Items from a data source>
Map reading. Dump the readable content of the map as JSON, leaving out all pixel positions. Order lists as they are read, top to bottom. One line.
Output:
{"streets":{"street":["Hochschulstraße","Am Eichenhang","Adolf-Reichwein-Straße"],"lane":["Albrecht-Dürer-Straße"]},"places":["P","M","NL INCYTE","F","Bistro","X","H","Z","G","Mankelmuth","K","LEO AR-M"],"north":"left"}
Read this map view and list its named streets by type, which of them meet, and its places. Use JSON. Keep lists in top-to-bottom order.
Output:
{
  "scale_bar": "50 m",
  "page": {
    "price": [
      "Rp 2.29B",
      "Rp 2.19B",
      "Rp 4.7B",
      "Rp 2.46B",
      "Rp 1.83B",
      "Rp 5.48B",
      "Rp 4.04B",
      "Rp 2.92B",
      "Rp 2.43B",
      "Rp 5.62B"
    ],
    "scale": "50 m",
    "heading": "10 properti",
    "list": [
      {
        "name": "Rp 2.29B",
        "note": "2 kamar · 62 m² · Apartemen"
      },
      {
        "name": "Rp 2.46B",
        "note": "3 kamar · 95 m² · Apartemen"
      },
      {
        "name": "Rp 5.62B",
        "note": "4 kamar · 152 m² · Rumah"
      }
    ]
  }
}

---

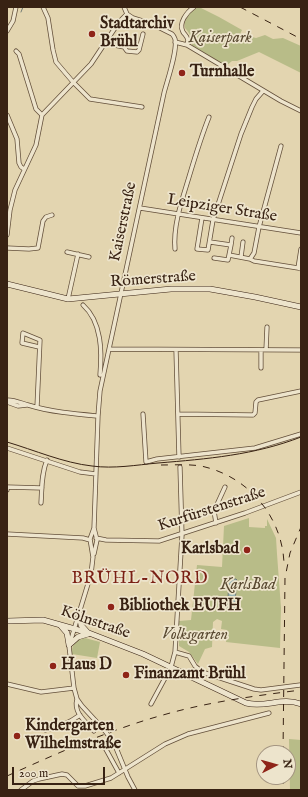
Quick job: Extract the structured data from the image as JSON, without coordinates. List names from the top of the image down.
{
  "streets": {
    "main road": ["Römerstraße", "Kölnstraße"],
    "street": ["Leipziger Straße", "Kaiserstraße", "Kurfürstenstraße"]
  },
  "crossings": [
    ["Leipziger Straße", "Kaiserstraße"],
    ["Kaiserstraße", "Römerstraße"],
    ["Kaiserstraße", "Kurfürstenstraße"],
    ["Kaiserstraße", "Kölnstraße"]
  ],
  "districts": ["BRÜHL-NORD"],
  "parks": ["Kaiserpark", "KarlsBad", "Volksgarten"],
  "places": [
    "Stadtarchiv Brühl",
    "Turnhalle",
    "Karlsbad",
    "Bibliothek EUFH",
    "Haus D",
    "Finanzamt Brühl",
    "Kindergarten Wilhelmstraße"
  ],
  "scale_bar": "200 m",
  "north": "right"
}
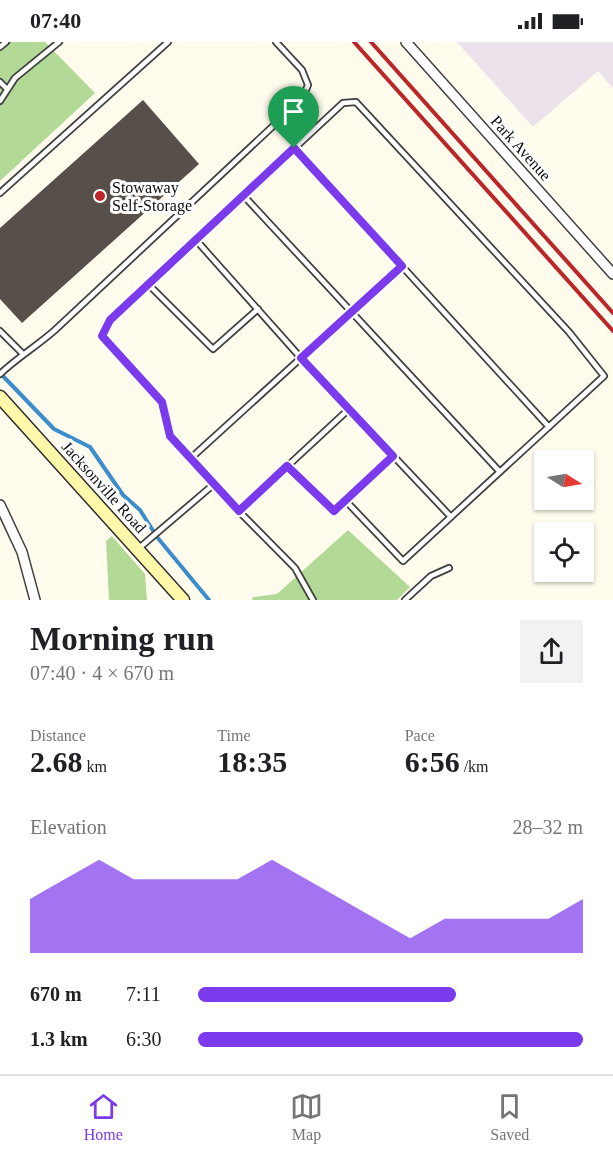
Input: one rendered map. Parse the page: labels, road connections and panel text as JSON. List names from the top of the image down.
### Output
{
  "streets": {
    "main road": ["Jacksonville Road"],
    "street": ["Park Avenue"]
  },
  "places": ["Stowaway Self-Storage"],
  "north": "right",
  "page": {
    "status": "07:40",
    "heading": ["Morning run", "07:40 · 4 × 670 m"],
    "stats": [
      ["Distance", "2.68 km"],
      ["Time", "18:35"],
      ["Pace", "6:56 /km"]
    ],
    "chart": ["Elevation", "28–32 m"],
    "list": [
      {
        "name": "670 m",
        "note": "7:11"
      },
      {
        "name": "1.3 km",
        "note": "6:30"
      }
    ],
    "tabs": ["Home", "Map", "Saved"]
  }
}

Your goal> Once every line above has been checked for the string "lists", give the number of matching lines and nothing more.

Response to this task> 2